(Video not safe for work, because of the swears.)

Dear lazy national activists:

“The state of Tennessee” isn’t trying to make it illegal for teachers and other school officials to acknowledge the existence of homosexuality. One Republican state senator is. In fact, this isn’t even the only bill he submitted this year that would serve to isolate gay kids. (Does that make his agenda a “gay agenda”?)

Anyway.

Lazy national activists, when you don’t highlight who is at fault for any given problem (a specific legislator or political party, a lobbying group, ALEC) you make problems seem systemic rather than conquerable. And when people feel like their vote doesn’t matter, they don’t vote. They disengage. And we end up with some real winners in office.

On top of that, when you make it about “the state of Tennessee” rather than “one carpetbagging state senator,” that also serves to discourage businesses from moving here. That hurts the QUILTBAG too — not just the kind of people that support this time-wasting, taxpayer-money-squandering, homophobic nonsense.

Thanks (and especially thanks for putting your money where your foul mouths are by giving to the TEP), but try again.

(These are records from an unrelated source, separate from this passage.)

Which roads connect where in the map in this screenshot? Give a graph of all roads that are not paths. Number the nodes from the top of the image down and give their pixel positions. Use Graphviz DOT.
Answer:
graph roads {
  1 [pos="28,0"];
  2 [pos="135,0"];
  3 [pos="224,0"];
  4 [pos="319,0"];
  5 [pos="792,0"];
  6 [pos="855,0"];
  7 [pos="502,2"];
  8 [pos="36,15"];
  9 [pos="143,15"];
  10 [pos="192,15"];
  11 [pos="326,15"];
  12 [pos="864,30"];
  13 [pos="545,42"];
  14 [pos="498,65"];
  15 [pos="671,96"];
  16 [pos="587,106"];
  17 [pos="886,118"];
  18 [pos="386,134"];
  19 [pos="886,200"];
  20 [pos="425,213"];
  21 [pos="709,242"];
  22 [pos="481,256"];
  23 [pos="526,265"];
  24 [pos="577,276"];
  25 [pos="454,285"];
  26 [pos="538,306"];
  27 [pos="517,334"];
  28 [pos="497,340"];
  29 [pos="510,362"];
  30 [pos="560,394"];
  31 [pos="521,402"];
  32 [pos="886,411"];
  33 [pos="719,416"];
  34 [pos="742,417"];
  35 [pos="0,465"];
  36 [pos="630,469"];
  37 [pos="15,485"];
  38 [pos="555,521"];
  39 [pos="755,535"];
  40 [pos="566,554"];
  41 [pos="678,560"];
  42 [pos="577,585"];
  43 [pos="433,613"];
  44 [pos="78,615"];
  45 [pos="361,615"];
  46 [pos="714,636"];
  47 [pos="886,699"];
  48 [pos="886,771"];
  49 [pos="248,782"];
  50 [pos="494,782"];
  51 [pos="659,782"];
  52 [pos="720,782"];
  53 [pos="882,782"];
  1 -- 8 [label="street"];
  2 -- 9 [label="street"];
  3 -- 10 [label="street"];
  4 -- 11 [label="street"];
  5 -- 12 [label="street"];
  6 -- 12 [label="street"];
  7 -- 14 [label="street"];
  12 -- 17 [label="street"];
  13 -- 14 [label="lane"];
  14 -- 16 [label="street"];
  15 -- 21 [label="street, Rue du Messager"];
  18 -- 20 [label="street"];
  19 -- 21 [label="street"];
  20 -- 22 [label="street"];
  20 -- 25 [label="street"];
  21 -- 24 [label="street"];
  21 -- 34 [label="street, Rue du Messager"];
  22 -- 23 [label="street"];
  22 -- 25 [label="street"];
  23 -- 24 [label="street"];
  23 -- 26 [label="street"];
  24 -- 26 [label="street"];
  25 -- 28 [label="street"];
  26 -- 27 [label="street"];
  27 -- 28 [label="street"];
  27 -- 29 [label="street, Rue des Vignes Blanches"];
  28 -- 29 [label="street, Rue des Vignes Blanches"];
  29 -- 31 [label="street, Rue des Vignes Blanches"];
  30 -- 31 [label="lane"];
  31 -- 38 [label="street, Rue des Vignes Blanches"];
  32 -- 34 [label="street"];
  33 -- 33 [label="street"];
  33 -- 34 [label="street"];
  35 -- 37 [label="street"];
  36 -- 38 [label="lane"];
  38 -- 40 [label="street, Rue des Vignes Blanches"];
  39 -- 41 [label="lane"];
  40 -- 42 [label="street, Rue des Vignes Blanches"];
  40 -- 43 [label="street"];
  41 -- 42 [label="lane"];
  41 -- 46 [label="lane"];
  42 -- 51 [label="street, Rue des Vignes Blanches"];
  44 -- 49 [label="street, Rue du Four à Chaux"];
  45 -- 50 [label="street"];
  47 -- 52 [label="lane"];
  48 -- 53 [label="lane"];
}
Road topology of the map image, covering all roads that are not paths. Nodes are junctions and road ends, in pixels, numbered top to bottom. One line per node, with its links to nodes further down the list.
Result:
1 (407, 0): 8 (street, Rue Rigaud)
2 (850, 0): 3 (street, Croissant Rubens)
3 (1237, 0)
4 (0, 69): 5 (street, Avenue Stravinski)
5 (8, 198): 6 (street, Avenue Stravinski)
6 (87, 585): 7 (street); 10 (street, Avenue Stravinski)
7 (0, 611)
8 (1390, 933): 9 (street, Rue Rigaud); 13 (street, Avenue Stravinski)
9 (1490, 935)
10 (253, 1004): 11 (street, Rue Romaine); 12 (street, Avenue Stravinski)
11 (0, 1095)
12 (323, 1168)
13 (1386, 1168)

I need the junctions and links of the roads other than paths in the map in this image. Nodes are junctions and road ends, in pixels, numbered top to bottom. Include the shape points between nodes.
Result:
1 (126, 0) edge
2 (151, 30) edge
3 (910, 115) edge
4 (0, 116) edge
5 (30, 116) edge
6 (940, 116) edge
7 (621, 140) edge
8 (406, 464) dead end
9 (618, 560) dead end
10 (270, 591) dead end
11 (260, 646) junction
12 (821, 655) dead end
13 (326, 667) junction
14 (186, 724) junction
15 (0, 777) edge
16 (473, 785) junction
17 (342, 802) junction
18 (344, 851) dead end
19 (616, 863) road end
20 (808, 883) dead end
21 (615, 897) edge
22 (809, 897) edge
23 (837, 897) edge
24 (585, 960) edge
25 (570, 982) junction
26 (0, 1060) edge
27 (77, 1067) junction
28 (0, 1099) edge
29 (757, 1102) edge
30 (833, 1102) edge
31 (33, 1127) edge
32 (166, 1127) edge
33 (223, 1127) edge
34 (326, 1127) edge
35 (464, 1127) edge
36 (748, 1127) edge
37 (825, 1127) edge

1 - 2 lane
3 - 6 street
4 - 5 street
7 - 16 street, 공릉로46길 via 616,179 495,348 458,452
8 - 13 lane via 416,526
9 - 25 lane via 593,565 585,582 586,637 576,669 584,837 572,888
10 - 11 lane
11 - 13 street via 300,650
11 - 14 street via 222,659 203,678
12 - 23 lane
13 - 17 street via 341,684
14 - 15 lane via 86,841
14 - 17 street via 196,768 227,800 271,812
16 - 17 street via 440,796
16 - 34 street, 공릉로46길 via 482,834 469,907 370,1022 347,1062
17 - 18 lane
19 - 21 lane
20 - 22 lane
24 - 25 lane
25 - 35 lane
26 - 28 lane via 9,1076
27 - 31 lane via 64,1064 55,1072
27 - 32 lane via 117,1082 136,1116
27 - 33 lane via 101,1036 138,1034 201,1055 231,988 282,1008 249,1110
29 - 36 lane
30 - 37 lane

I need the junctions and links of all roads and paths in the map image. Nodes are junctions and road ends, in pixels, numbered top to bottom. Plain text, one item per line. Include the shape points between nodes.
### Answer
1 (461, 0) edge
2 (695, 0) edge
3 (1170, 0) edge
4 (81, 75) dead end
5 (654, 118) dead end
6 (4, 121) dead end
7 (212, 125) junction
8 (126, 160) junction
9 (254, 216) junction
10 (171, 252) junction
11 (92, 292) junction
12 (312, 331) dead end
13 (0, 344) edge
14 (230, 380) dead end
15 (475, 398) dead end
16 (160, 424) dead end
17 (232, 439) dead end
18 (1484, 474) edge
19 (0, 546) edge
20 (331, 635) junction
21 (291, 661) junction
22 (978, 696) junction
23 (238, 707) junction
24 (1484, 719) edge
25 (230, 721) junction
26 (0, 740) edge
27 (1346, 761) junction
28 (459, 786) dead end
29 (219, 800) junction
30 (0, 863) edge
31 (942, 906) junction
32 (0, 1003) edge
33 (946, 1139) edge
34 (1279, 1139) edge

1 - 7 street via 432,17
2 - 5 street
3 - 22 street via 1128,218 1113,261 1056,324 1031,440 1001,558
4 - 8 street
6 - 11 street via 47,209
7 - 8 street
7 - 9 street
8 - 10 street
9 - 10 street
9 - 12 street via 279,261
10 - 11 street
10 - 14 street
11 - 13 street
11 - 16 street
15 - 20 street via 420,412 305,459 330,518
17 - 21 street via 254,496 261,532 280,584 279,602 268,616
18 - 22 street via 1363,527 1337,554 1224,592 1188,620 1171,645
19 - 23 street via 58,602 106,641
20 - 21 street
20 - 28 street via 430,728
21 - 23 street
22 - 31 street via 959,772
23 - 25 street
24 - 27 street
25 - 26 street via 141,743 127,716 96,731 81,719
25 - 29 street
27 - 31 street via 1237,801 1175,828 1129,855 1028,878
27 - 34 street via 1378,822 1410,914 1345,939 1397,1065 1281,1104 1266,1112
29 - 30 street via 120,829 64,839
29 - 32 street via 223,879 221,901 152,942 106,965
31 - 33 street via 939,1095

2 Responses to “Say What?”

  1. jfm says:

    That would be an easier case to make if 81 percent of Tennessee voters hadn’t approved the anti-gay-marriage amendment in 2006. Officially, at least, the entire state of Tennessee really is anti-gay.

  2. Samantha says:

    Voter turnout is abysmal in this state—and from my own GOTV activities, I’m pretty confident it’s because the average person feels like it doesn’t matter who’s in office. Then only the diehards go vote, and you get folks like Campfield putting forth legislation like this.

    So, perhaps 81% of the people that bothered to vote in a non-presidential-election year are “anti-gay.” But given how few of those eligible to vote actually vote most times, and the demographics of those who do regularly vote, that’s hardly representative of the population of Tennessee.